▶ **What you have to do**: From the line with "pinky pip: (449, 406)" through the line with "pinky tip: (521, 393)", inclusive, return each line of the data below exactly and leave the rest out.

▶ **Task data**:
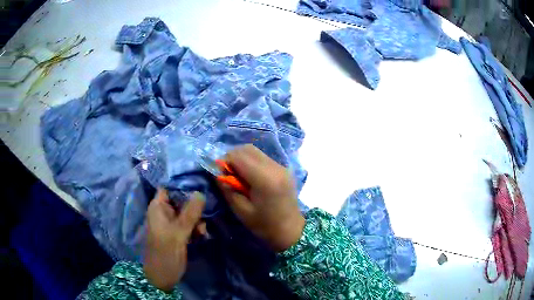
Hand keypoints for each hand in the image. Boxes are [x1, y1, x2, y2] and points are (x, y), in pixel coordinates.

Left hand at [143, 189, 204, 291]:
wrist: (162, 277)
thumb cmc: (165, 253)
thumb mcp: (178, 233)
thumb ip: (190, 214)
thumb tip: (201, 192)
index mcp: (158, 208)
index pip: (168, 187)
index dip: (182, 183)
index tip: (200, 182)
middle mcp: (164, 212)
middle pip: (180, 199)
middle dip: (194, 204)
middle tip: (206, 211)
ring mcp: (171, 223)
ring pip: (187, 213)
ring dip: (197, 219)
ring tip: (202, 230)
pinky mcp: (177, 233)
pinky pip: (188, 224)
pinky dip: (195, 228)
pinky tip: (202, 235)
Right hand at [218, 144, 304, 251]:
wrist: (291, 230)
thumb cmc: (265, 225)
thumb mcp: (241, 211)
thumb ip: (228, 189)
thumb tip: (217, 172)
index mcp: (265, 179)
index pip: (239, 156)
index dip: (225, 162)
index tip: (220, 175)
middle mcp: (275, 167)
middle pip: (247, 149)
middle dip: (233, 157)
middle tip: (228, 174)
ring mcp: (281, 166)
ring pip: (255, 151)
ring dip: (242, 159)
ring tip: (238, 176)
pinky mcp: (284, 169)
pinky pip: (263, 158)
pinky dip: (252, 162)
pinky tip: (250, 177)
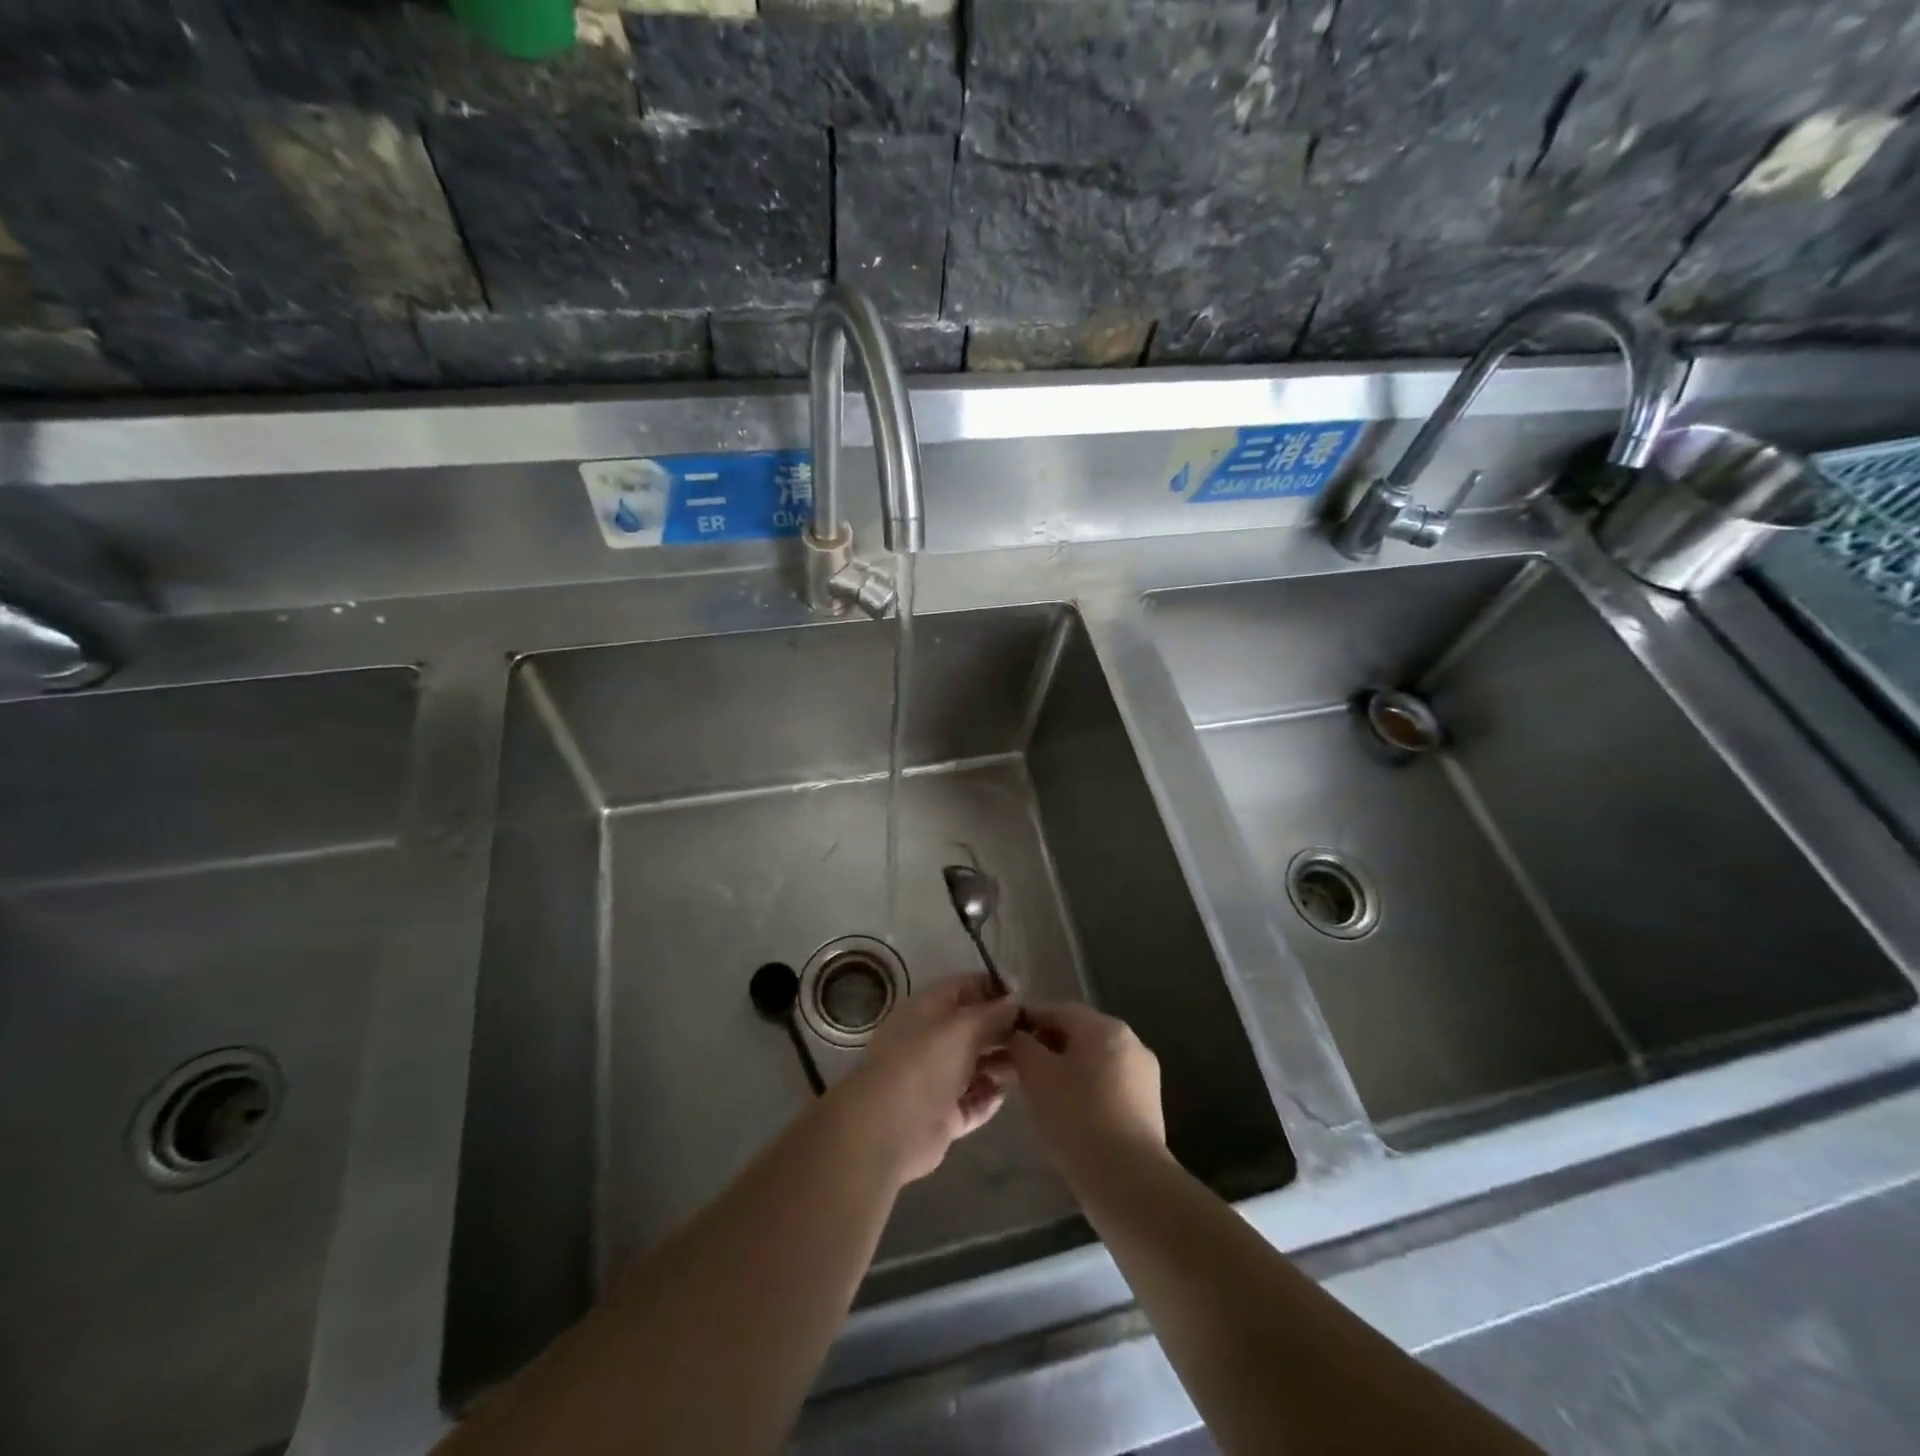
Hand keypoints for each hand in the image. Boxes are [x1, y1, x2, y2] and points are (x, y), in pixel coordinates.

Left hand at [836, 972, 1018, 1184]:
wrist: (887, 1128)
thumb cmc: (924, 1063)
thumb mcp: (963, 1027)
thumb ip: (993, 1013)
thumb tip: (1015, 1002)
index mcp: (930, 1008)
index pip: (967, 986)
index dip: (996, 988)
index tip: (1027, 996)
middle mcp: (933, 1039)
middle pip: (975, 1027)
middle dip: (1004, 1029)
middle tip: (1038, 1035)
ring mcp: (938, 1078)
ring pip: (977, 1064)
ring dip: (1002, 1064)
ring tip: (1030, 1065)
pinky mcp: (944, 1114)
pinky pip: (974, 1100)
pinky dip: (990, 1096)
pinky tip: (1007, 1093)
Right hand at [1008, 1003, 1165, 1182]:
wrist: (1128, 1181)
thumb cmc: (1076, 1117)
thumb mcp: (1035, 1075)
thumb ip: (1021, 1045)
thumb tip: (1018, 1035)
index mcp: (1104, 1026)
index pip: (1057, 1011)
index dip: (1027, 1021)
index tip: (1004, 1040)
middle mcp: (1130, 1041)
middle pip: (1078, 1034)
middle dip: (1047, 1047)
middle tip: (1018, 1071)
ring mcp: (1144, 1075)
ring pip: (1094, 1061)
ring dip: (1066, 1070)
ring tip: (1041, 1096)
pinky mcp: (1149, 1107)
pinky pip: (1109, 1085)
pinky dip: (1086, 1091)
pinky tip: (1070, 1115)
---
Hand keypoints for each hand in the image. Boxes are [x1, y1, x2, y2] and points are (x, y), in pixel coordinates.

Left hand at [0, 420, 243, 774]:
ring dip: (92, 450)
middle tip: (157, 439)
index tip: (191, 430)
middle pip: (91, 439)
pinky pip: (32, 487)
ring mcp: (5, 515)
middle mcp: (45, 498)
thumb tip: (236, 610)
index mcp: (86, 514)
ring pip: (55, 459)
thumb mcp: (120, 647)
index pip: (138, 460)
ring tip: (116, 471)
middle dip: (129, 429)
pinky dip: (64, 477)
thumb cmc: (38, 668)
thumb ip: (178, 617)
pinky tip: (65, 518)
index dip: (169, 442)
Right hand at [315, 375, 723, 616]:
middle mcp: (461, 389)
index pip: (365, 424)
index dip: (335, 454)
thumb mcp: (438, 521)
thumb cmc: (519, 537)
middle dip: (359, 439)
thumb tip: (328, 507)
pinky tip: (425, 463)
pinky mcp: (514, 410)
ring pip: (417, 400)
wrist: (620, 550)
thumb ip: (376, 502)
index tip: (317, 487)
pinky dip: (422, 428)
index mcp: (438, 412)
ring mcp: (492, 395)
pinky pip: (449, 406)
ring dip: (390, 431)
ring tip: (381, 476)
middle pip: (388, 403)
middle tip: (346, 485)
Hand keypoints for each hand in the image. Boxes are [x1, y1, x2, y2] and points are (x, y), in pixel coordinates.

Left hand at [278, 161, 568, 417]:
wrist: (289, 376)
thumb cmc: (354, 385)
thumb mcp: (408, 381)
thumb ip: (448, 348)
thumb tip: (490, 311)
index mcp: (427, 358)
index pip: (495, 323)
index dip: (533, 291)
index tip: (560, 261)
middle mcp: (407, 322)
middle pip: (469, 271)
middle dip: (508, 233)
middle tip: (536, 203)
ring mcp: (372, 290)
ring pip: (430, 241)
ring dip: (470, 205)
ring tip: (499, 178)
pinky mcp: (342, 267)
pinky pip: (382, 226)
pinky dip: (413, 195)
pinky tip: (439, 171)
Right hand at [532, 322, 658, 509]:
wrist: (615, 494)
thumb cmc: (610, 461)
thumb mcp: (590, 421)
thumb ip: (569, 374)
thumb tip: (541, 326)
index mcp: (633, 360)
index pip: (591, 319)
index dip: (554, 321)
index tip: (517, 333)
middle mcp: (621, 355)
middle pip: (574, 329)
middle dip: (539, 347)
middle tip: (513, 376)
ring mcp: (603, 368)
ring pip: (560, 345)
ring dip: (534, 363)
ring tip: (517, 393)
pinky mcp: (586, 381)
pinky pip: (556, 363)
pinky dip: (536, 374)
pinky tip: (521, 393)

▶ **Output of the task**:
pinky pip: (449, 406)
ring dip: (390, 431)
ring tip: (381, 476)
middle pip: (388, 403)
middle tip: (346, 485)
Hand keypoints for each hand in the image. Boxes are [x1, y1, x2, y2] and points are (x, y), in pixel coordinates.

Left hand at [278, 161, 568, 417]:
wrist: (289, 376)
thumb cmc: (354, 385)
thumb mcp: (408, 381)
thumb ip: (448, 348)
thumb tip: (490, 311)
index mcp: (427, 358)
index pip: (495, 323)
index dip: (533, 291)
index tip: (560, 261)
middle mcp: (407, 322)
middle pip: (469, 271)
middle dip: (508, 233)
middle tip: (536, 203)
ring mcp: (372, 290)
ring pip: (430, 241)
ring dip: (470, 205)
ring tip: (499, 178)
pinky mcp: (342, 267)
pinky pip: (382, 226)
pinky dip: (413, 195)
pinky tip: (439, 171)
Right hand at [532, 322, 658, 509]:
wrist: (615, 494)
thumb cmc: (610, 461)
thumb mcp: (590, 421)
thumb ip: (569, 374)
thumb tip: (541, 326)
index mcp: (633, 360)
index pip: (591, 319)
index dip: (554, 321)
index tip: (517, 333)
middle mcp: (621, 355)
middle pip: (574, 329)
middle dip: (539, 347)
middle tip: (513, 376)
ring mcp: (603, 368)
ring pip: (560, 345)
ring dip: (534, 363)
ring tip: (517, 393)
pinky mcp: (586, 381)
pinky pip: (556, 363)
pinky dip: (536, 374)
pinky tip: (521, 393)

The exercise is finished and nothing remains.